Characteristic cardiac capillary pericytes in a Fabry disease patient receiving enzyme replacement therapy

Abstract

Fabry disease, a lysosomal disorder caused by deficiency in α-galactosidase A, patients report chest pain in the absence of epicardial coronary artery stenosis. Although it is conceivable that coronary microvascular dysfunction due to globotriaosylceramide (GL-3) accumulation within the vasculature causes angina, the precise histology was unknown. A 34-year-old male patient diagnosed with Fabry disease [NM_000169.3:c.1089_1090insTCGC (p.Tyr365Lysfs*11)] and treated for 6 years with enzyme replacement therapy (ERT) was referred to our cardiology department because of palpitations and precordial discomfort. He was diagnosed for paroxysmal atrial fibrillation and subsequently underwent catheter ablation therapy. The procedure resolved his palpitations, but his precordial discomfort remained. Again, coronary angiography showed no organic stenosis. A 24-hour Holter electrocardiogram detected neither arrhythmia nor ischemic changes.
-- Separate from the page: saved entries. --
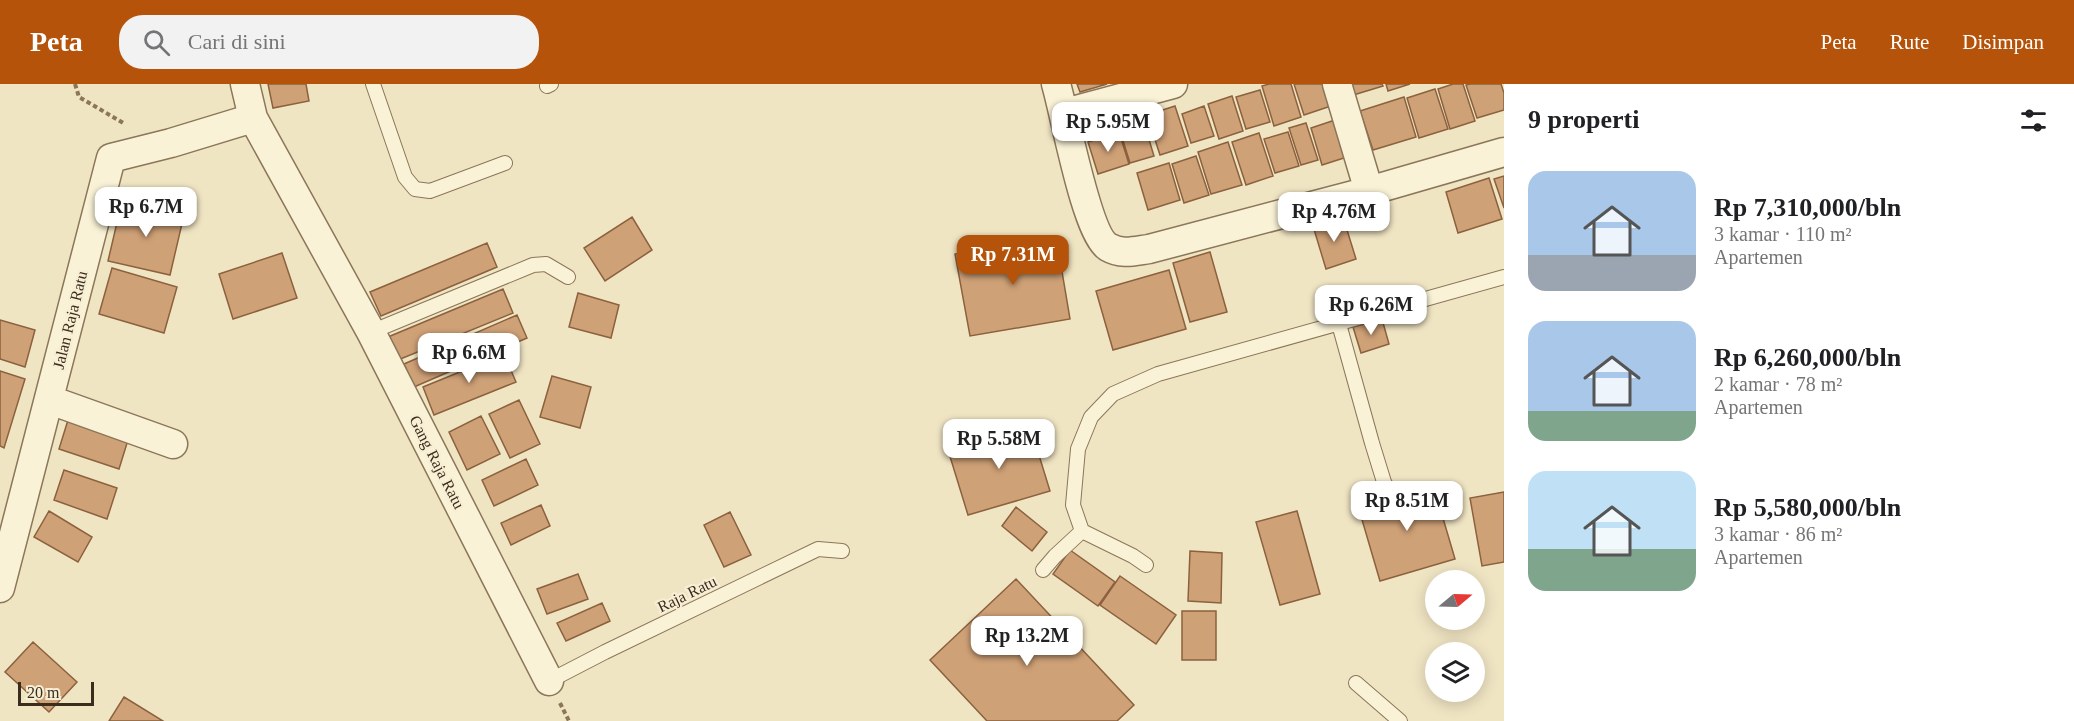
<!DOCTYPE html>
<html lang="id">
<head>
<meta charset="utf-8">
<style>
  :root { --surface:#fff; --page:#f2f2f2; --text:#202124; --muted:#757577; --accent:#b45309 }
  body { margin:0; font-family:Georgia,serif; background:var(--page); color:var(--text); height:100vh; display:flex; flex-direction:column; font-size:22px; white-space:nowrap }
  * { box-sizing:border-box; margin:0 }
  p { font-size:20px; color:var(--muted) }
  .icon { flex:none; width:33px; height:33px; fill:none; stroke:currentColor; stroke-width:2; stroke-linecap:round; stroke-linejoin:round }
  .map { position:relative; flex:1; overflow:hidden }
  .drawer { display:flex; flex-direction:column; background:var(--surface); width:570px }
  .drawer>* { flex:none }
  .needle { width:39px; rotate:71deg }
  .controls { position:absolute; left:1425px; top:486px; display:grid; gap:12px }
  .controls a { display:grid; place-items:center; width:60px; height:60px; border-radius:50%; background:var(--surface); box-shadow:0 3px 15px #0003; font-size:30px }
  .scale { position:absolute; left:18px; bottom:15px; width:76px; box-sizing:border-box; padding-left:6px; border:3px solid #3a2d1e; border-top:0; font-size:16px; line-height:21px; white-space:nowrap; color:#3a2d1e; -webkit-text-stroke:4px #f7eed3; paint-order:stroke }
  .price { position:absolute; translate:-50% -51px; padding:0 14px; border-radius:12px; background:#fff; color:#222; font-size:20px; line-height:39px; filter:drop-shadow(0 2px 3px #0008) }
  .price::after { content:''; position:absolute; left:50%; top:36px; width:18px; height:14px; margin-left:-9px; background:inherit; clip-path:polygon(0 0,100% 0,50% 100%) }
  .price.active { background:var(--accent); color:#fff }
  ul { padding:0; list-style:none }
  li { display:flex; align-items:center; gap:18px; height:150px; padding:0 24px }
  li span { display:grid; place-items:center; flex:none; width:168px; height:120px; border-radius:18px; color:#555 }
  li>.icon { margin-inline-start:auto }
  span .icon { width:72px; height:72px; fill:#fffc; stroke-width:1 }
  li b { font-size:26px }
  h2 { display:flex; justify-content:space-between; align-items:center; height:72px; padding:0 24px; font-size:26px }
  header { display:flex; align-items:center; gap:36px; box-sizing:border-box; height:84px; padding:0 30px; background:var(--accent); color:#fff }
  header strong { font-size:28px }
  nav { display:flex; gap:33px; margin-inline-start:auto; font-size:21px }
  .search { width:420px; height:54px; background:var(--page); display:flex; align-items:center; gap:15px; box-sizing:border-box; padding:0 21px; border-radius:24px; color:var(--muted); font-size:22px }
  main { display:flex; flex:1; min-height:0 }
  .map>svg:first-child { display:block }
  .building { fill:#cfa177; stroke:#8b613e; stroke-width:1.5 }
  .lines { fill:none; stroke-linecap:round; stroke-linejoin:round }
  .service-casing { stroke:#8b7659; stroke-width:16 }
  .minor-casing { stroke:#8b7659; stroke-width:31 }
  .path { stroke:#8b7659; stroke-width:4; stroke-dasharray:4.5 3; stroke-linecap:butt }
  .service { stroke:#faf2d7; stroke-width:14 }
  .minor { stroke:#faf2d7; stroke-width:28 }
  .labels { text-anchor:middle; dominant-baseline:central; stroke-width:4.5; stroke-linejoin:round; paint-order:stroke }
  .street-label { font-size:16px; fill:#3a2d1e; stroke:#f7eed3 }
</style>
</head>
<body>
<header>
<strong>Peta</strong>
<div class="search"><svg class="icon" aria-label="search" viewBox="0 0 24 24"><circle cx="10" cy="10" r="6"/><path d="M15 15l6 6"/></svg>Cari di sini</div>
<nav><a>Peta</a><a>Rute</a><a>Disimpan</a></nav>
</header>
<main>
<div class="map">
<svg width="1504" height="637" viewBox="0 0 1504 637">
  <rect width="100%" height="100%" fill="#f0e5c3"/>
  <path class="building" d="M268,0H306L309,17L273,24Z
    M1077,0H1107L1080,8Z
    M1269,0H1291L1301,33L1274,42L1262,2Z
    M1294,0H1324L1331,22L1304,31Z
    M1346,0H1382L1383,2L1350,12Z
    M1386,0H1410L1388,7Z
    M1453,0H1463L1475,37L1450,45L1438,5Z
    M1470,0H1501L1504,9V26L1477,34L1466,1Z
    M1435,5L1448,45L1419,54L1407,14Z
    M1260,6L1270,38L1246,45L1236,13Z
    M1232,12L1243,47L1219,55L1208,20Z
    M1404,13L1416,53L1373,66L1360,27Z
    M1175,22L1188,62L1160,71L1147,31Z
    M1204,22L1214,52L1191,59L1182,30Z
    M1143,36L1154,72L1130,79L1119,44Z
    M1335,36L1347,73L1322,81L1311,44Z
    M1306,39L1318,76L1301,81L1289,44Z
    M1119,48L1129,80L1098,90L1088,58Z
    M1288,48L1299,82L1275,89L1264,55Z
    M1259,49L1273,92L1246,101L1232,58Z
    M1228,58L1242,101L1211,110L1198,68Z
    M1196,72L1209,111L1184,119L1172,80Z
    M1169,79L1180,116L1148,126L1137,89Z
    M1504,92V124L1494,95Z
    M1489,94L1502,135L1458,149L1446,108Z
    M122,117L184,131L170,191L108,177Z
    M632,133L652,166L605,197L584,164Z
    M1343,133L1356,175L1326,185L1313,142Z
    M1056,152L1070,235L970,252L955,170Z
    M487,159L497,183L381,232L370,208Z
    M1210,168L1227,228L1190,238L1173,179Z
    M282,169L297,214L233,235L219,190Z
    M112,184L177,203L164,249L99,230Z
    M1169,186L1186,245L1113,266L1096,207Z
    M503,205L513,229L398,276L388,253Z
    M578,209L619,221L611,254L569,243Z
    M517,231L527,254L414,303L404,280Z
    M1382,235L1389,260L1361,269L1353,243Z
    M0,236L35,246L25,283L0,275Z
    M504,270L516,298L434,331L423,303Z
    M0,287L25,295L4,364L0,362Z
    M552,292L591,303L580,344L540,333Z
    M519,316L540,360L510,374L489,330Z
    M481,332L500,370L467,386L449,348Z
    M68,336L128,356L119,385L59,365Z
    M1030,342L1050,407L968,431L948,366Z
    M526,375L538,401L494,422L482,396Z
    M64,386L117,404L107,435L54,416Z
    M1433,400L1455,475L1380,497L1358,422Z
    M1504,408V478L1482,482L1470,414Z
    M541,421L550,442L511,461L501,439Z
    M1016,423L1047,448L1032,467L1002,442Z
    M49,427L92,453L78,478L34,453Z
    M1297,427L1320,510L1280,521L1256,438Z
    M730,428L751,471L724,483L704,441Z
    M1070,466L1115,498L1098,522L1053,490Z
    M1190,467L1222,469L1221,519L1188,517Z
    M578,490L588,515L547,530L537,505Z
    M1120,492L1176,531L1156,560L1100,521Z
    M1016,495L1134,621L1117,637H987L930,576Z
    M602,519L610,537L566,557L557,539Z
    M1182,527H1216V576H1182Z
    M33,558L77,598L49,628L5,588Z
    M124,613L163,637H109Z"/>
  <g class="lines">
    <defs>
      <path id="service" d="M373,0L405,93L415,105L430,107L505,79
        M547,2L551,0
        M1339,240L1372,359L1384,398L1390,409
        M371,248L533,181L546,180L568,193
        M1146,481L1133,472L1082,447L1073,421L1078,365L1091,333L1113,310L1158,290L1504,193
        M1043,486L1055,472L1082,447
        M549,597L605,568L818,465L842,467
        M1356,599L1400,637"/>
      <path id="minor" d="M1056,0C1065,30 1086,149 1108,163C1122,171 1134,167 1149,165L1369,107L1504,68
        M1337,0L1369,107
        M1065,29L1173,0
        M253,34L371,248L549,597
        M50,316L173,360
        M0,504L111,74L171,59L253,34L245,0"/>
    </defs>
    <use href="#service" class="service-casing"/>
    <use href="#minor" class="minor-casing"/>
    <path class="path" d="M75,0L79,13L125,40
      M560,619L569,637"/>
    <use href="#service" class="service"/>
    <use href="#minor" class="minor"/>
  </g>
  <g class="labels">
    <g class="street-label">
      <text transform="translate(70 236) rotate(-76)">Jalan Raja Ratu</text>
      <text transform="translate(437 378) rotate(63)">Gang Raja Ratu</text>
      <text transform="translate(687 510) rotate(-26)">Raja Ratu</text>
    </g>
  </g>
</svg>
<div class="controls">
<a><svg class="needle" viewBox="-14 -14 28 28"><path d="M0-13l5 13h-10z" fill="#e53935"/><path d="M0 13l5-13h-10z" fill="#757577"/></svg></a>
<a><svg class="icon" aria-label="layers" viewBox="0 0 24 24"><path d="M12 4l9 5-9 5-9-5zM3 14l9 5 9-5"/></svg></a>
</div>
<div class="scale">20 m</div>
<b class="price" style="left:1108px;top:69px">Rp 5.95M</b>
<b class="price" style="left:146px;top:154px">Rp 6.7M</b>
<b class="price" style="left:1334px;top:159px">Rp 4.76M</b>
<b class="price active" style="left:1013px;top:202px">Rp 7.31M</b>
<b class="price" style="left:1371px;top:252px">Rp 6.26M</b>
<b class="price" style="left:469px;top:300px">Rp 6.6M</b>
<b class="price" style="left:999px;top:386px">Rp 5.58M</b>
<b class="price" style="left:1407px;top:448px">Rp 8.51M</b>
<b class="price" style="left:1027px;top:583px">Rp 13.2M</b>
</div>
<section class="drawer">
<h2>9 properti<svg class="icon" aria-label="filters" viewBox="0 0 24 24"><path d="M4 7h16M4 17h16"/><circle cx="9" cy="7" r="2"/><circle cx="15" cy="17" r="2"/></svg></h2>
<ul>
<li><span style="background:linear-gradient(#a9c7e8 70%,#9aa5b1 0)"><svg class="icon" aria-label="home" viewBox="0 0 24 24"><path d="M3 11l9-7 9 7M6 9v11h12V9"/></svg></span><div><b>Rp 7,310,000/bln</b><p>3 kamar · 110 m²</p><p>Apartemen</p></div></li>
<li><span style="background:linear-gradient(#a9c7e8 75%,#7fa58c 0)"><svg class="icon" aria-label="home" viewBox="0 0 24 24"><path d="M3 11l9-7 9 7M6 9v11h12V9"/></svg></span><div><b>Rp 6,260,000/bln</b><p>2 kamar · 78 m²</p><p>Apartemen</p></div></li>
<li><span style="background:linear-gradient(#bfe0f5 65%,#7fa58c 0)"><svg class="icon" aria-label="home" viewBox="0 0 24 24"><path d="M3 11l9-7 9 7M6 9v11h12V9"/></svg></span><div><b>Rp 5,580,000/bln</b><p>3 kamar · 86 m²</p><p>Apartemen</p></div></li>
</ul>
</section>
</main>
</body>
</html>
Echocardiography showed normal wall motion with diffuse left ventricular hypertrophy. Endomyocardial biopsy revealed severe vacuolated hypertrophied myocytes appearing transparent, like a lace curtain, which is characteristic of Fabry disease (Figure A, A’ and B). Electron microscopic examination revealed abundant lamellar bodies with a myelin-like configuration within cardiomyocytes and interstitial macrophages, indicating GL-3 deposition (Figure C, D and E). We also detected numerous interstitial microcapillaries showing abundant lamellar body deposits within the capillary pericytes but not the endothelial cells (Figure F, F’-1 and F’-2. Pericytes surrounding the endothelial cells can regulate capillary blood flow in microvascular beds. Our pathological findings suggest progressive lamellar body accumulation caused angina by disrupting microvascular circulation. This case highlights progression of microvascular Fabry disease especially in capillary pericytes and also a need for develop therapies targeting capillary circulation.